Introduction

This year, I contributed some challenges to the Cyber Security Challenge Germany (CSCG), a CTF for young IT security talents, which also serves as the German qualification for the European Cyber Security Challenge (ECSC). For the on-site finals, I created a small Windows Live Forensics challenge where each team was given RDP access to a Windows server and a scenario where they had to act as incident responders.

The server was infected with an unknown malware that injected a DLL into a remote process. The DLL, or implant, was communicating with a C2 server. This channel was used to receive further commands or retrieve the flag.
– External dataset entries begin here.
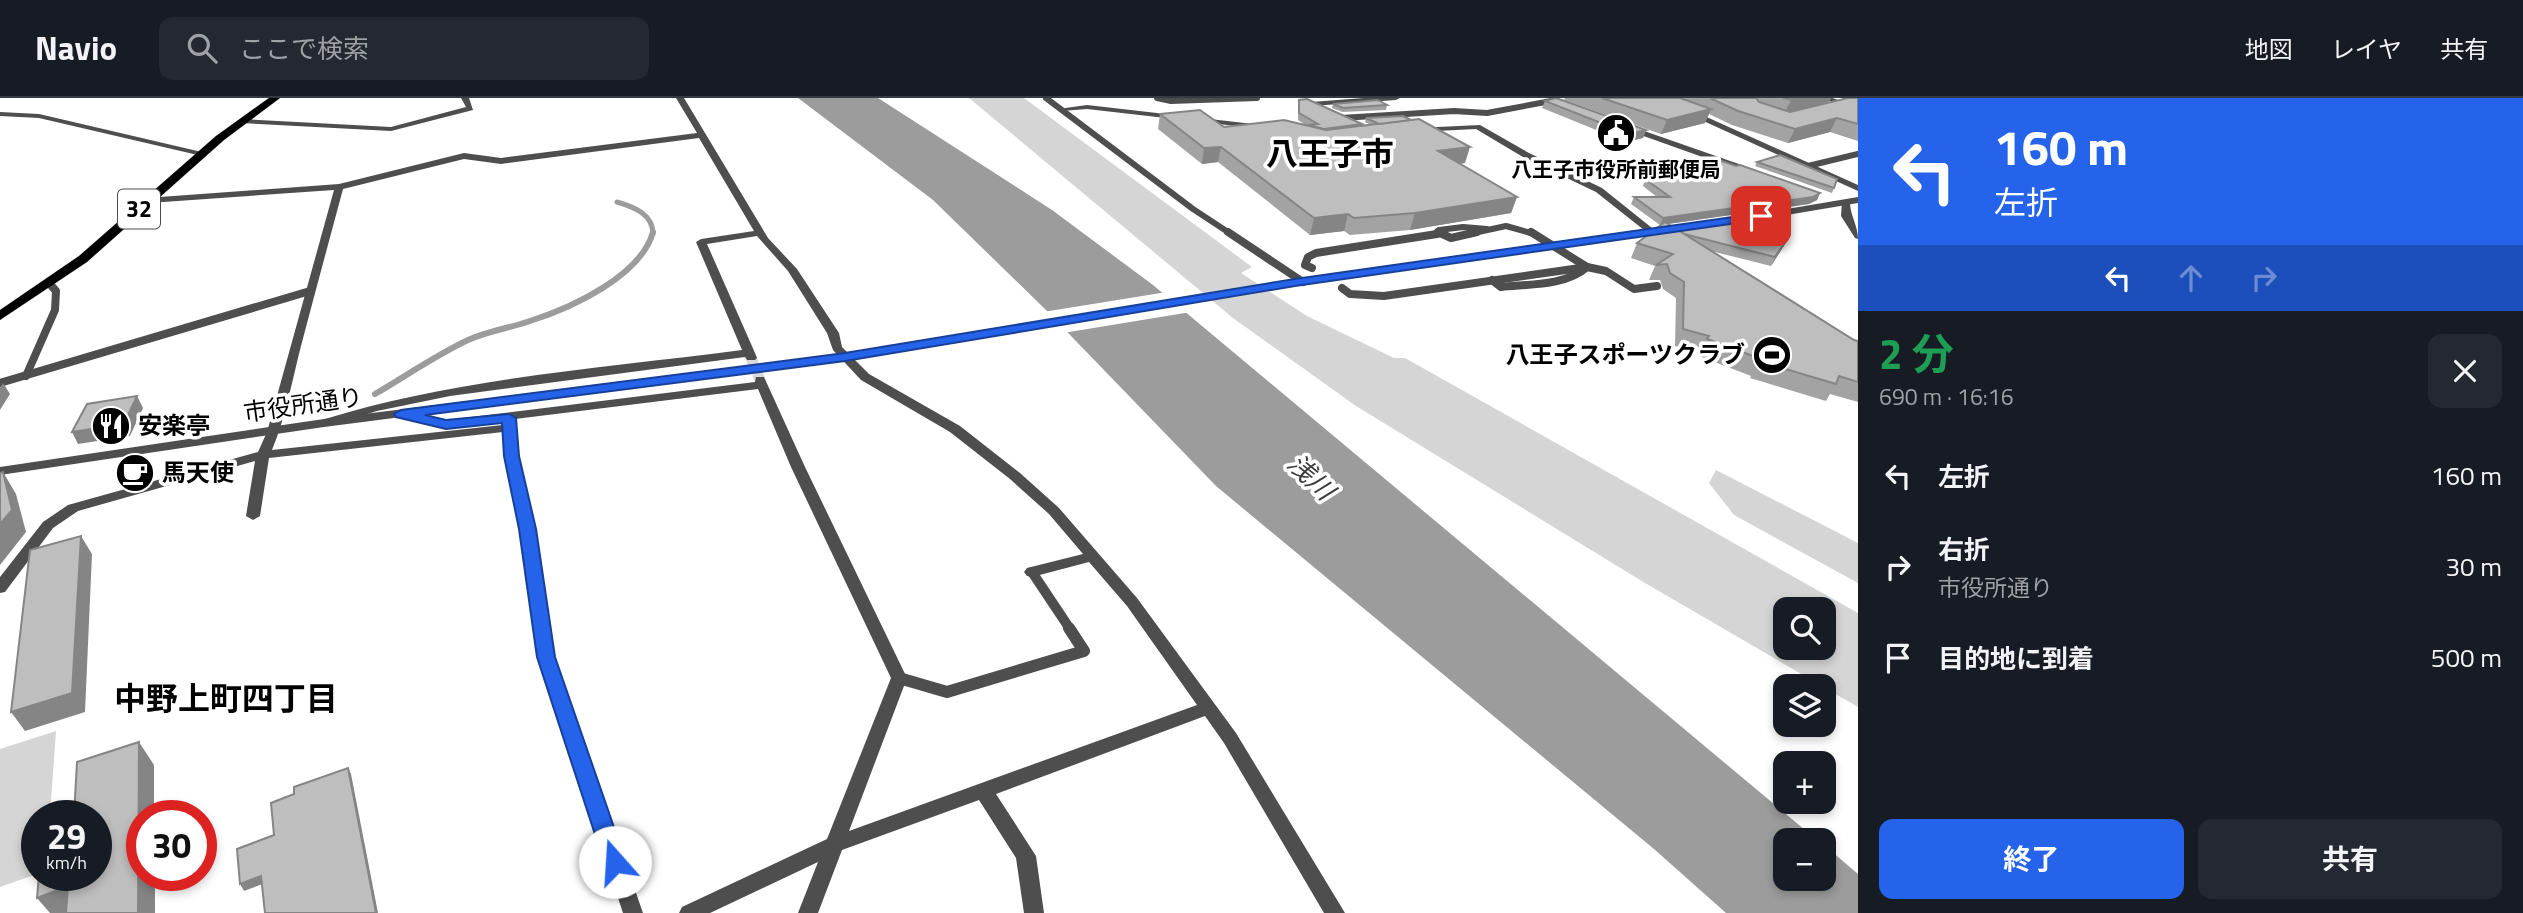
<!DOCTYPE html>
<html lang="ja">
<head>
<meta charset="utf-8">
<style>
  body { margin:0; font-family:"Titillium Web","Noto Sans JP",sans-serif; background:#242831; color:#f1f3f6; height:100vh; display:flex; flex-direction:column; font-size:26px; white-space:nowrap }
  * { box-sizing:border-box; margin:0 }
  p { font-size:23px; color:#9ea1a6 }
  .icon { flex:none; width:38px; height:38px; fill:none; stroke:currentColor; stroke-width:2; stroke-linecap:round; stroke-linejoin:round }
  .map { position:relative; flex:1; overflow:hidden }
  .details { display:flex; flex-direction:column; background:#171b24; width:665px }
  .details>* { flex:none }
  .top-card { background:#2563eb; color:#fff; overflow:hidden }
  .fabs { position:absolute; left:1773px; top:499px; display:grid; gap:14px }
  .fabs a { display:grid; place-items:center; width:63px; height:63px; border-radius:14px; background:#171b24; box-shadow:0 4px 10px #0003; font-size:35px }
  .speed { position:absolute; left:21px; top:702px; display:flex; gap:14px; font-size:35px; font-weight:700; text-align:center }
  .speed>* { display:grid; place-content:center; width:91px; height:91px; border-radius:50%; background:#171b24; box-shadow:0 4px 10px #0003; line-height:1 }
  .speed small { font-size:18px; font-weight:400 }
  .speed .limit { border:10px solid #d22; background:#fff; color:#111 }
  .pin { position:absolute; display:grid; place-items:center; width:60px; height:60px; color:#fff; margin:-30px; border-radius:14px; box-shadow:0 4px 10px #0006 }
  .me { position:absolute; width:77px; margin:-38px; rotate:341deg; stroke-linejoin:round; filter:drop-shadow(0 0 5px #0008) }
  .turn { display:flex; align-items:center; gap:24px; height:147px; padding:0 21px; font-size:32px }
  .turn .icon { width:91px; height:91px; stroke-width:2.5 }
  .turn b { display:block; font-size:49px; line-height:60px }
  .lanes { display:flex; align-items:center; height:66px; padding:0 21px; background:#0003; justify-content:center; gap:35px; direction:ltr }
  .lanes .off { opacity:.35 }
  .round { display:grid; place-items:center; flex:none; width:74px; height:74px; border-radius:14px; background:#242831 }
  .head { display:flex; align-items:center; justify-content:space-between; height:119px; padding:0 21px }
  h1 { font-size:42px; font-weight:700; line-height:52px; color:#1e9e55 }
  .primary-button { display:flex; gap:14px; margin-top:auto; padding:14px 21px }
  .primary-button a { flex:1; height:80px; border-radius:14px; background:#2563eb; color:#fff; font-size:28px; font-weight:700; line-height:80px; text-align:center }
  .primary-button a+a { background:#242831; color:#f1f3f6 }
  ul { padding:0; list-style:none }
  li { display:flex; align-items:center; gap:21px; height:91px; padding:0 21px }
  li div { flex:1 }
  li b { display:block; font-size:26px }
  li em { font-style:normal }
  header { display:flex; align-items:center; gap:42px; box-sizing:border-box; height:98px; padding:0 35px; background:#171b24; border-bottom:2px solid #363941 }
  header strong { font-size:33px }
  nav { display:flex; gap:38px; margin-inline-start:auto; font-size:24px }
  .search { width:490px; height:63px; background:#242831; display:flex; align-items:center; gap:18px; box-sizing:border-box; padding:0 24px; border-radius:14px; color:#9ea1a6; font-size:26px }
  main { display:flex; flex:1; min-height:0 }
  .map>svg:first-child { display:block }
</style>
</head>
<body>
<header>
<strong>Navio</strong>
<div class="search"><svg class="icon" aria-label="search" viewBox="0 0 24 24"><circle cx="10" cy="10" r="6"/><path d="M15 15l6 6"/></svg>ここで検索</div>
<nav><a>地図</a><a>レイヤ</a><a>共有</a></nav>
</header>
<main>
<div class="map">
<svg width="1858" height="815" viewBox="0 0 1858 815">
  <rect width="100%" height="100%" fill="#fff"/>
  <g fill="#d5d5d5" fill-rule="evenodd">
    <path d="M969 0H1024L1252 169 1241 175 1307 218 1394 260H1405L1858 515V609L1645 485 1356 308 1233 220ZM1785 511H1824V550H1785Z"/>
    <path d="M1716 372 1858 445V485L1734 417 1709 385Z"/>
    <path d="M56 633 50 717 37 718V776L0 789V651Z"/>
  </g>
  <path fill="#9c9c9c" d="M798 0H878L1052 112 1153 187 1817 742H1785V780H1824V747L1858 776V815H1726L1654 751 1216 388 1045 211 933 102Z"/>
  <path fill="#fff" d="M1167 194 1191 214 1063 235 1043 214Z"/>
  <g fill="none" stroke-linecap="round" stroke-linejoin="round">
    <path stroke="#9c9c9c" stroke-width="5" d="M617 104C634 109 653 116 653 136"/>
    <path stroke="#9c9c9c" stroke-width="6" d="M375 296C406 278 436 257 468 242 488 233 510 230 530 223 571 210 641 178 653 134"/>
    <path stroke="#d9d9d9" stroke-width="11" stroke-dasharray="11 5" stroke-linecap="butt" d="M751 260 760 282"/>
    <g stroke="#dbdbdb" stroke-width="1">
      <path id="primary" d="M269 0H280L224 42 87 164 0 222V212L79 158 216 38Z"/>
    </g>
    <g stroke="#4e4e4e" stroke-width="6">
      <path d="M1046 0 1193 111 1231 136"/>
      <path d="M1157 0 1171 3 1257 0"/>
      <path d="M1341 20 1454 13 1487 15 1551 3"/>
      <path d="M1808 68 1858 56"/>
      <path d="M1437 136 1439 132 1463 129 1487 131"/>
      <path d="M1469 136 1506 128 1534 136"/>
    </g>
    <g stroke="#4e4e4e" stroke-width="8">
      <path d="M1228 134 1303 184"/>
      <path d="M1438 134 1451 140 1477 134"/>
      <path d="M1531 134 1587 169 1606 173 1634 191 1657 188"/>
      <path d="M1312 170 1305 167 1308 159 1316 155 1437 136"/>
      <path d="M1492 182 1501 189C1528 186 1566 188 1587 169"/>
      <path d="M1342 190 1350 196 1384 198 1587 169"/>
      <path d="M26 278 55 212 56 193 49 185"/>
      <path d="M0 285 310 193"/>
    </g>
    <path stroke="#4e4e4e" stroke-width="10" d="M1032 474 1070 531"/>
    <path stroke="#4e4e4e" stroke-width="12" d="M899 580 947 594 1084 553 1069 530"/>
    <g fill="#4e4e4e" fill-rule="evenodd">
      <path d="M461 0H469L473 12 391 33 241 25 237 23 241 21 391 29 466 9Z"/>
      <path d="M676 0H684L768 140 797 171 839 235 842 249 869 276 960 328 1020 375 1059 410 1137 500 1236 635 1345 815H1324L1224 645 1205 618 996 696 1036 758 1044 815H1024L1016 760 979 702 842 752 818 815H798L818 764 710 815H679L682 809 827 741 891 580 791 369 758 291 515 321 518 357 534 431 554 559 643 815H623L538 559 520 431 504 357 503 334 269 360 260 418 253 422 246 418 255 363 78 413 53 430 5 494 0 495V479L43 424 68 407 258 354 267 334 334 92 149 105 146 104V100L339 86 464 55 501 60 697 35ZM699 40 754 133 701 141 696 144 742 252C604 270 457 280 325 321L323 324 325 327 329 328 377 313 450 298 745 259 747 262H755L757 260 755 255 707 146 757 138 788 173 827 235 833 252 861 282 950 334 1010 381 1049 416 1083 456 1027 470 1024 474 1027 478 1032 479 1089 464 1127 508 1197 607 849 733 907 580 805 369 764 279H756L755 284 446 322 401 312 395 316 397 319 446 330 503 323V327L272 352C286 318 292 283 301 248 315 195 329 143 343 91L464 61 501 66Z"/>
      <path d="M1364 0H1400L1396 2 1311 8 1307 6 1311 4Z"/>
      <path d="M1820 0H1832L1858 8V12Z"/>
      <path d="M1087 7 1262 27 1266 29 1262 31 1087 11 1062 13 1058 11Z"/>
      <path d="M1691 12 1858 87V93L1688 16 1687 14Z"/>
      <path d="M0 14 39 16 206 55 202 58 39 20 0 18Z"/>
      <path d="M1480 27 1529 55 1602 90 1657 134 1649 136 1596 94 1523 59 1476 31 1416 34 1412 32 1416 30Z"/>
      <path d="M1842 104 1850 106C1851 119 1858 128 1858 141L1855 140 1841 118Z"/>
    </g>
    <g fill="#4e4e4e" fill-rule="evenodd">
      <path d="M1627 27 1756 72 1757 74 1750 76 1624 31 1623 29Z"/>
      <path d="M1858 99V105L1763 121 1758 118 1763 115Z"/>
      <path d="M1670 128 1675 131 1673 133 1295 188 845 262 324 329 0 377V369L324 321 845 256 1295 182Z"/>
    </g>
    <use href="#primary" fill="#000" fill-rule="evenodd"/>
  </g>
  <g fill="#a3a3a3">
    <path d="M1565 0H1831L1829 4 1844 1 1841 0H1858V43L1830 34 1788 45 1732 27 1709 16 1705 25 1661 36 1564 2Z"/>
    <path d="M1299 2 1362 28 1371 27 1365 24 1366 20 1465 65 1459 66 1517 99 1511 115 1410 132 1350 137 1344 133 1310 137 1218 64 1202 66 1158 31 1160 16 1224 29 1307 28 1298 22V9Z"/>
    <path d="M1545 3 1646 32 1643 40 1626 44 1542 10Z"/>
    <path d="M1333 6 1387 7 1386 12 1342 14 1332 10Z"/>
    <path d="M1757 64 1834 90 1832 95 1755 68Z"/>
    <path d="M1645 81 1820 95 1817 102 1809 106 1668 126 1673 129 1785 146 1771 168 1711 153 1854 242 1858 243V304L1830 296 1826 303 1750 280 1751 278 1699 258 1700 255 1675 248 1676 200 1663 191 1660 182H1649L1655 168 1631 160 1637 145 1662 127H1660L1631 106 1634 99H1657L1643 88Z"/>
  </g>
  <g fill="#858585">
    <path d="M1800 0H1831L1828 5 1784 16 1791 2Z"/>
    <path d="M1711 11 1705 25 1661 36 1667 22Z"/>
    <path d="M1837 20 1830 34 1788 45 1795 31Z"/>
    <path d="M1362 26 1361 34 1322 38 1324 31Z"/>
    <path d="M1646 32 1643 40 1626 44 1629 36Z"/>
    <path d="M1221 49 1218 64 1202 66 1204 50Z"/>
    <path d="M1470 49 1465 65 1433 69 1438 53Z"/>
    <path d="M1820 95 1817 102 1809 106 1660 127 1663 120Z"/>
    <path d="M1517 99 1511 115 1410 132 1415 115Z"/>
    <path d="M1348 116 1344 133 1310 137 1314 120Z"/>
    <path d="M1790 137 1785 146 1771 168 1775 159Z"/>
    <path d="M3 285 10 296 0 312V290Z"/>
    <path d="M137 298 143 310 130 338 78 346 72 334Z"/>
    <path d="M3 374 16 396 26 434 0 467V426Z"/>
    <path d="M81 438 92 456 85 614 25 633 11 614Z"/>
    <path d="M139 644 154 667V718H142V777H155V815H138Z"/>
    <path d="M348 670 351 676 378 815H376Z"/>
    <path d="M261 778 265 785 244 793 240 786Z"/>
    <path d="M68 788 78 815H50L37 800Z"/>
  </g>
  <g fill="#bebebe" stroke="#858585" stroke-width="2">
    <path d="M1556 0 1646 32 1629 36 1545 3Z"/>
    <path d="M1602 0H1680L1711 11 1667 22Z"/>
    <path d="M1710 0H1756L1759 4 1790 14 1848 0H1858V26L1837 20 1795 31 1738 13Z"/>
    <path d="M1783 0H1800L1791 2Z"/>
    <path d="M1307 1 1362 26 1324 31 1308 27 1318 26 1299 15V2Z"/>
    <path d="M1378 2 1387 7 1343 10 1333 6Z"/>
    <path d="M1200 12 1224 29 1284 22 1326 32 1419 21 1470 49 1438 53 1517 99 1415 115 1354 120 1348 116 1314 120 1221 49 1204 50 1160 16Z"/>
    <path d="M1403 18 1411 22 1379 26 1366 20Z"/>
    <path d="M1780 57 1837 81 1834 90 1757 64Z"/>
    <path d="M1719 62 1736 68 1740 67 1820 95 1813 99 1663 120 1634 99H1670L1645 81H1661Z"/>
    <path d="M1780 114 1790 137 1775 159 1684 136 1673 129Z"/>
    <path d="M1665 124 1854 242 1858 243V284L1839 278 1836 286 1759 263 1761 261 1707 241 1709 238 1683 231 1684 184 1670 175 1667 166 1656 167 1673 156 1637 145Z"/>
    <path d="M137 298 124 326 72 334 87 306Z"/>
    <path d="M3 374 12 412 0 426V375Z"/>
    <path d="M81 438 72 595 11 614 30 452Z"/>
    <path d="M139 644 138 815H66L68 788 37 800 39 777H96V718H74L77 664Z"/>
    <path d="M348 670 376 815H265L261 778 240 786 237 751 274 737 271 705 294 696V689Z"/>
  </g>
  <path fill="#2563eb" stroke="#184099" stroke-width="2" d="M1761 115 1767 118 1765 121 1295 188 845 263 425 317 446 322 509 316 516 320 519 358 536 431 555 559 626 764 623 771 615 773 607 771 604 764 537 559 519 431 504 358 502 325 446 331 396 319 394 316 401 312 845 255 1295 181Z"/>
  <defs>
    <g id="civic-disc" transform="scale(2.0125)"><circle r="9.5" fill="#000" stroke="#fff"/><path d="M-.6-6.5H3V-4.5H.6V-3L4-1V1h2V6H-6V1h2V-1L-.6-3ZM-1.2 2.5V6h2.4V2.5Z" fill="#fff"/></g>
    <g id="stadium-disc" transform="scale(2.0125)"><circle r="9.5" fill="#000" stroke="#fff"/><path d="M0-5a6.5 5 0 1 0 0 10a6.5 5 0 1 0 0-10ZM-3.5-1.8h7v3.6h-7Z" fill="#fff"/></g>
    <g id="restaurant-disc" transform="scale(2.0125)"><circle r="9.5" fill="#000" stroke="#fff"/><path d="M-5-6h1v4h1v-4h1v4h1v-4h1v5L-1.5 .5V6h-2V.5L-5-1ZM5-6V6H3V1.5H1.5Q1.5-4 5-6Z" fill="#fff"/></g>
    <g id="cafe-disc" transform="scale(2.0125)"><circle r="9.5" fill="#000" stroke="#fff"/><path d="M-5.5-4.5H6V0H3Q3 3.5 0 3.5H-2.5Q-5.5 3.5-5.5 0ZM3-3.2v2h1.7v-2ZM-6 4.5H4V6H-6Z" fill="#fff"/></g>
  </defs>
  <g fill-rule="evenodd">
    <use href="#civic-disc" x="1616" y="35"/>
    <use href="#stadium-disc" x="1772" y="257"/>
    <use href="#restaurant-disc" x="111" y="328"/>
    <use href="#cafe-disc" x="135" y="375"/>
  </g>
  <g text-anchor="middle" stroke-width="7" stroke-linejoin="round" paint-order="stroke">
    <g font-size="21" font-weight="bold" fill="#000" stroke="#fff">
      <text x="1616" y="79">八王子市役所前郵便局</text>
    </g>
    <rect fill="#fff" stroke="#4c4c4c" stroke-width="2" x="118" y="91.5" width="42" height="39" rx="5"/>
    <g font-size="23" font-weight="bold" fill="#000">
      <text x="139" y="119">32</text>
    </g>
    <g font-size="24" font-weight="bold" fill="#000" stroke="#fff" text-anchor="start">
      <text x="1745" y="265" text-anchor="end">八王子スポーツクラブ</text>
      <text x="138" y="336">安楽亭</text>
      <text x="162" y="383">馬天使</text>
    </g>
    <g font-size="24" fill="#000" stroke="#fff">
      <text transform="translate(303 307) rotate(-8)" y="8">市役所通り</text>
    </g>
    <g font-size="26" font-style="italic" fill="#3d3d3d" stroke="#fff">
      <text transform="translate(1311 379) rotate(44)" y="9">浅川</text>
    </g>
    <g font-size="32" font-weight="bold" fill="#000" stroke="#fff">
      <text x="1330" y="67">八王子市</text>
    </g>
    <g font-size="32" font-weight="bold" fill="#000" stroke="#fff">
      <text x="226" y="612">中野上町四丁目</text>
    </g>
  </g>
</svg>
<div class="fabs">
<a><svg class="icon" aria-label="search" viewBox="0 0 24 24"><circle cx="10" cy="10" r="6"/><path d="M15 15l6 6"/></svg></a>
<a><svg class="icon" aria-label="layers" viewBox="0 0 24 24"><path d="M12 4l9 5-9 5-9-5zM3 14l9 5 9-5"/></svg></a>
<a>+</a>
<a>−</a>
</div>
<div class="speed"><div>29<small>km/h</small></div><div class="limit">30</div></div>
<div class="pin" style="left:1761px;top:118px;background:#d93025"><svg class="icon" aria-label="arrive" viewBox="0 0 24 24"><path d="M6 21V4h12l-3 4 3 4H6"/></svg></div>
<svg class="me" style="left:615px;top:764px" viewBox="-20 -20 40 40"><circle r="19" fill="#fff"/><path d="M0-13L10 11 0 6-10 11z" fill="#2563eb"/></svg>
</div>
<section class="details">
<div class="top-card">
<div class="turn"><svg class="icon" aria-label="left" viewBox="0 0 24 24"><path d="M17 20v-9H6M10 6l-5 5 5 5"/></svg><div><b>160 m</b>左折</div></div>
<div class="lanes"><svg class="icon" aria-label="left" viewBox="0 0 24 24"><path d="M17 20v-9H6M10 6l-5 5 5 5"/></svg><svg class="icon off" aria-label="ahead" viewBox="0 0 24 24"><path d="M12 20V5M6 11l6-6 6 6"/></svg><svg class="icon off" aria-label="right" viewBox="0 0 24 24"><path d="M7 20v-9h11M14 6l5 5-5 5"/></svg></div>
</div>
<div class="head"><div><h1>2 分</h1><p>690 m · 16:16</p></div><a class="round"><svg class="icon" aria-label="close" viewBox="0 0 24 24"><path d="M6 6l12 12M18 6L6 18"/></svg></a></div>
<ul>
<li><svg class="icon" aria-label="left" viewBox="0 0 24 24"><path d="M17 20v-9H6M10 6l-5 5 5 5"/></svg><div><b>左折</b></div><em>160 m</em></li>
<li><svg class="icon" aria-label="right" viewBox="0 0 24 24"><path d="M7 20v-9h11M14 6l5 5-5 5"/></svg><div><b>右折</b><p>市役所通り</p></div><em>30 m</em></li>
<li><svg class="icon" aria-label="arrive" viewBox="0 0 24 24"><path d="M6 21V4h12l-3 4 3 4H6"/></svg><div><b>目的地に到着</b></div><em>500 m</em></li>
</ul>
<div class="primary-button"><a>終了</a><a>共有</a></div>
</section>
</main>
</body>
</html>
As the CSCG final was an on-site event with few participants, and incident response/live forensics challenges seem to be quite rare, I wanted to reuse the challenge for the public CCCamp 2023 CTF. Nevertheless, since spawning a dedicated Windows server per team does not scale well, I decided to port the challenge to Linux.

To avoid starting from scratch, I decided to stick to injecting the implant as a dynamic library, which I could port to Linux by simply compiling them as a shared object file (.so) instead of the DLL. This way, I only had to modify the injector, which I assumed wouldn’t be much more difficult than on Windows. However, I soon realized that Linux lacks the convenient Win32 API functions for manipulating remote processes, such as VirtualAllocEx or WriteProcessMemory.

I discovered some existing projects that address remote process injection on Linux. However, linux-inject [1], which is pretty old, did not work for my implant on latest Ubuntu machines. The other project I found, part of linux-prinj [2], is written in Python, which did not really meet my requirements.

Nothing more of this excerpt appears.